Je ne sais pas, il faudra le demander au gouvernement. Même s’il y en a, ils sont affectés aux ICU ou dans les salles d’opération. D’où l’importance de revoir le fonctionnement actuel des hôpitaux.

Q : Au final, la vaccination n’a pas causé de « paradigm shift », comme annoncé par le gouvernement ?

La vaccination n’est qu’une solution, mais on sait qu’elle n’est pas 100% efficace puisqu’elle n’empêche pas la contamination et la transmission. D’ailleurs, la gestion de la Covid-19 est un « package » qui comprend la prévention, le traitement et la responsabilité individuelle. Il faut donc maintenir les gestes barrières. Ceci dit, le traitement relève aussi d’une importance capitale. Il nous faut nous procurer des médicaments utilisés à l’étranger.

On n’a pas encore eu les « monoclonal antibodies » à Maurice. Ils auraient pu être utilisés en cas d’infection des personnes âgées, ceux qui ont des comorbidités, qui souffrent de cancers ou qui font la dialyse ou les femmes enceintes, comme cela se fait en Amérique. Cela aurait pu diminuer l’hospitalisation et les décès par 80%. Il est vrai que ce médicament coûte cher, mais il est très « cost effective » par rapport au nombre de personnes admises aux ICU. Il faut enclencher les démarches pour qu’on puisse avoir ces « monoclonal antibodies ».

Il faut aussi « preorder » les pilules de Merck et de Pfizer qui permet de réduire le risque d’admission dans les hôpitaux et la sévérité des maladies par 50%. L’Europe a déjà fait un « preorder ». Il faut qu’on le fasse aussi pour qu’on puisse les avoir rapidement.

Q : Entretemps, avec les festivités de fin d’année qui approchent, pensez-vous que les autorités auraient dû dès maintenant introduire certaines restrictions afin de limiter la propagation du virus ?

On sait que le Delta est plus contagieux, plus transmissible, affecte plus de jeunes et cause plus de complications aux vaccinés et non-vaccinés.
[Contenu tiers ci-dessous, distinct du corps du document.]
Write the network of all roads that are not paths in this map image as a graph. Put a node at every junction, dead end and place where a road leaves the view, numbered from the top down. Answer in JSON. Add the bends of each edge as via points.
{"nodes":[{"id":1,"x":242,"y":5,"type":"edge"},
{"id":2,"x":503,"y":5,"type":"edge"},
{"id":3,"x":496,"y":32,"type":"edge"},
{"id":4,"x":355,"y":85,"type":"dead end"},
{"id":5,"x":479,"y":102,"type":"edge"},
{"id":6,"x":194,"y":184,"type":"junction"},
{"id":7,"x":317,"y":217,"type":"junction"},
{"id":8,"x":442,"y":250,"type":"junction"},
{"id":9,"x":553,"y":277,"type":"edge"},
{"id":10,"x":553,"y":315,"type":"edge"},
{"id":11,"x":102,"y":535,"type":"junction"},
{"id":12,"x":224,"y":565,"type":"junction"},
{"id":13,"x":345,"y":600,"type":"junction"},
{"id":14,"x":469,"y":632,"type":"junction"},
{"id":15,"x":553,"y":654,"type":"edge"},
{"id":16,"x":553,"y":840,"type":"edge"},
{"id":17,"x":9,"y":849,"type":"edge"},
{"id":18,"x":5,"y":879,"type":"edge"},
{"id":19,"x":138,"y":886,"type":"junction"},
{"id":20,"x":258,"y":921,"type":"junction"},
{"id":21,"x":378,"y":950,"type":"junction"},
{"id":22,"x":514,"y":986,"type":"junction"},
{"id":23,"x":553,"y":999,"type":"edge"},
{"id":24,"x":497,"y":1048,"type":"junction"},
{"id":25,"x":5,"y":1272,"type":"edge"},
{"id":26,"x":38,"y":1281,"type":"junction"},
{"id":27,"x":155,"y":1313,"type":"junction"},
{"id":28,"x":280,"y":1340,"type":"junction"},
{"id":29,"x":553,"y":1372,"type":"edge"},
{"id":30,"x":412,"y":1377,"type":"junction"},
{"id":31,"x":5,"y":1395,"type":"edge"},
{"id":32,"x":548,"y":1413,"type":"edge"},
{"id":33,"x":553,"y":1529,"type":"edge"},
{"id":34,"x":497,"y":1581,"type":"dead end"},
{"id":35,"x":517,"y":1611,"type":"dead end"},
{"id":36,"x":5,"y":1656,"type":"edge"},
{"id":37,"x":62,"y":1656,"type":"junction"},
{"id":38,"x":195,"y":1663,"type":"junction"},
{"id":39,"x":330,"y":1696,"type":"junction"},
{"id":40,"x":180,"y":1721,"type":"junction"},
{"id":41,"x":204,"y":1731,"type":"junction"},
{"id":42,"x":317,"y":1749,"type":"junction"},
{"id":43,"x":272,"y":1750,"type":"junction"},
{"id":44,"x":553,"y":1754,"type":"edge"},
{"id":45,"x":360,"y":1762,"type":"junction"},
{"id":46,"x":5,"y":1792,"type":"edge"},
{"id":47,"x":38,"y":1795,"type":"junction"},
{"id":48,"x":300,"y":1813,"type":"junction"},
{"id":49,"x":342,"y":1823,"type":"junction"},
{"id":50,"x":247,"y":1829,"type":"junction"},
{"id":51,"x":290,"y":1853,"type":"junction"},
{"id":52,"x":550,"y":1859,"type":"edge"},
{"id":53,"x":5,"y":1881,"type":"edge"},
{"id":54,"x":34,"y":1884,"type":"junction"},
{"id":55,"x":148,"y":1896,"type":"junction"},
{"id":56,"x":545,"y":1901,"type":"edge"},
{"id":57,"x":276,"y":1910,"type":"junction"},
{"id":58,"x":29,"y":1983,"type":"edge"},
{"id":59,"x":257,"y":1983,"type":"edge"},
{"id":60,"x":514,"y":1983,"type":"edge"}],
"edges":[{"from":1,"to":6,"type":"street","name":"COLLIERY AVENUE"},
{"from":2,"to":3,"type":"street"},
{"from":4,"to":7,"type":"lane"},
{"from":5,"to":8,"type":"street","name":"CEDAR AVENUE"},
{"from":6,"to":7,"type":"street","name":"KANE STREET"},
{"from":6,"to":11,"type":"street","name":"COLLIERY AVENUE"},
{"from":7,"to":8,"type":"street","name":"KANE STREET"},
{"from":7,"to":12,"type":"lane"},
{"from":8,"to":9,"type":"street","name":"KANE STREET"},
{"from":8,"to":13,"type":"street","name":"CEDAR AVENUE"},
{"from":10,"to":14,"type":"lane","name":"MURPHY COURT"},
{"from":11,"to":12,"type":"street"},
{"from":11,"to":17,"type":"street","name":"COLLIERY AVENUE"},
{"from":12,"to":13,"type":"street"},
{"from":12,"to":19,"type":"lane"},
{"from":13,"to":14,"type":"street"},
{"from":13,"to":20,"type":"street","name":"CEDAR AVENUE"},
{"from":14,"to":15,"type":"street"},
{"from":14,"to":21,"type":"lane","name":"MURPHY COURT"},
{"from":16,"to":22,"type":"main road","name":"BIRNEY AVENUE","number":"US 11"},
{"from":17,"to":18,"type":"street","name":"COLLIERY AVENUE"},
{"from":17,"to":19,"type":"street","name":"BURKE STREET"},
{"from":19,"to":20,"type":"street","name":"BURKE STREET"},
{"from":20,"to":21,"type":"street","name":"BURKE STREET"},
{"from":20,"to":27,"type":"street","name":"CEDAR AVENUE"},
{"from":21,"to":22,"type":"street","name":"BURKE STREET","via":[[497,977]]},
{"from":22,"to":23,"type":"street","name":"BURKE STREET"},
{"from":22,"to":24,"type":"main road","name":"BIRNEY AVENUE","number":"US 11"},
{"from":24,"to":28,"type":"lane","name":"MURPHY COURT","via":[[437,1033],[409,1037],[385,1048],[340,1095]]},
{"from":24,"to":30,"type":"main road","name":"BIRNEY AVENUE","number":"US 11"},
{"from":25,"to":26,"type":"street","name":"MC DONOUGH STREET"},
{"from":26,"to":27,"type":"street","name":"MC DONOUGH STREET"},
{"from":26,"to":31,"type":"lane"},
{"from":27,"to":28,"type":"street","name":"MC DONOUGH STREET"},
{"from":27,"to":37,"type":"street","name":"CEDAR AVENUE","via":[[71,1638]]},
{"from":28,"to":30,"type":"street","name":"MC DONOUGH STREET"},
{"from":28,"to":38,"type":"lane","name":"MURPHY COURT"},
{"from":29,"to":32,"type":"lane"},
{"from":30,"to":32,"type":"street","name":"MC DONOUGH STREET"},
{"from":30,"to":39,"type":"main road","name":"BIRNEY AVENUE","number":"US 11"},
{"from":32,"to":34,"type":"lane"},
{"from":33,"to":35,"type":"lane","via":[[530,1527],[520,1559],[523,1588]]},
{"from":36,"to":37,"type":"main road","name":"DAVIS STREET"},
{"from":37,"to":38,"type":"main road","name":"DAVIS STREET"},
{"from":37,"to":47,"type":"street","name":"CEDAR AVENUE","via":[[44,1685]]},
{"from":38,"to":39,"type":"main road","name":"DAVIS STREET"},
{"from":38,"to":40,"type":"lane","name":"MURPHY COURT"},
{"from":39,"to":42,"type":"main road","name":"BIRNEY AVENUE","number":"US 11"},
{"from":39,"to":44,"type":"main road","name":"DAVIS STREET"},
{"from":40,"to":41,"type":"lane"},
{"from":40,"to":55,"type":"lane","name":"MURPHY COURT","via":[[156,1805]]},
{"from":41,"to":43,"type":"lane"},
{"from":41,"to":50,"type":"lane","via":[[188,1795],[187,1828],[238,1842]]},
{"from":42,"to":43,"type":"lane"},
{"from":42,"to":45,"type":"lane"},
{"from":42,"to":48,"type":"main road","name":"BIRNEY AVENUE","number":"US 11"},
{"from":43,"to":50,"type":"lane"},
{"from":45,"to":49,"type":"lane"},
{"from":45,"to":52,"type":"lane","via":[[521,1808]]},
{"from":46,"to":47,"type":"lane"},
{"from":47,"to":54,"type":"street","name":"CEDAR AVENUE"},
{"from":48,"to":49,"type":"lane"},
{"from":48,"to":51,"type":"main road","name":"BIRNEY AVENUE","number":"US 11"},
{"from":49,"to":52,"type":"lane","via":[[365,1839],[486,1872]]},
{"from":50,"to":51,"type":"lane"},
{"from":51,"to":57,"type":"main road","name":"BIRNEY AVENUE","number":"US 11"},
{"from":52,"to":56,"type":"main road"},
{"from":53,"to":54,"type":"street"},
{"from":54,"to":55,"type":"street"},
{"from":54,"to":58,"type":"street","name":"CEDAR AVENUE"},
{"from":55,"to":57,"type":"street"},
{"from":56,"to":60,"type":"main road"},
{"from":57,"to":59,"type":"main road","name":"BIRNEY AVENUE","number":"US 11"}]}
Le nombre de cas est déjà en hausse. Le relâchement concernant les gestes barrières aide à la propagation du virus. Pour contrôler la transmission, il faut prendre des actions immédiates, comme l’a fait le Singapour.

Il faut aussi parler un langage de vérité à la population, notamment en lui disant le nombre de patients positifs qui sont décédés. Les Mauriciens sont très responsables. Ils comprendront l’urgence de la situation. Les rassemblements doivent être restreints, l’‘alphabetical order’ réintroduit, le « work from home » encouragé, le calendrier scolaire revu, le « flexi-time » introduit pour éviter que les autobus soient bondés. Par-dessus tout, il faut veiller à ce que les mesures sanitaires soient respectées. Cela engage la responsabilité de tout un chacun.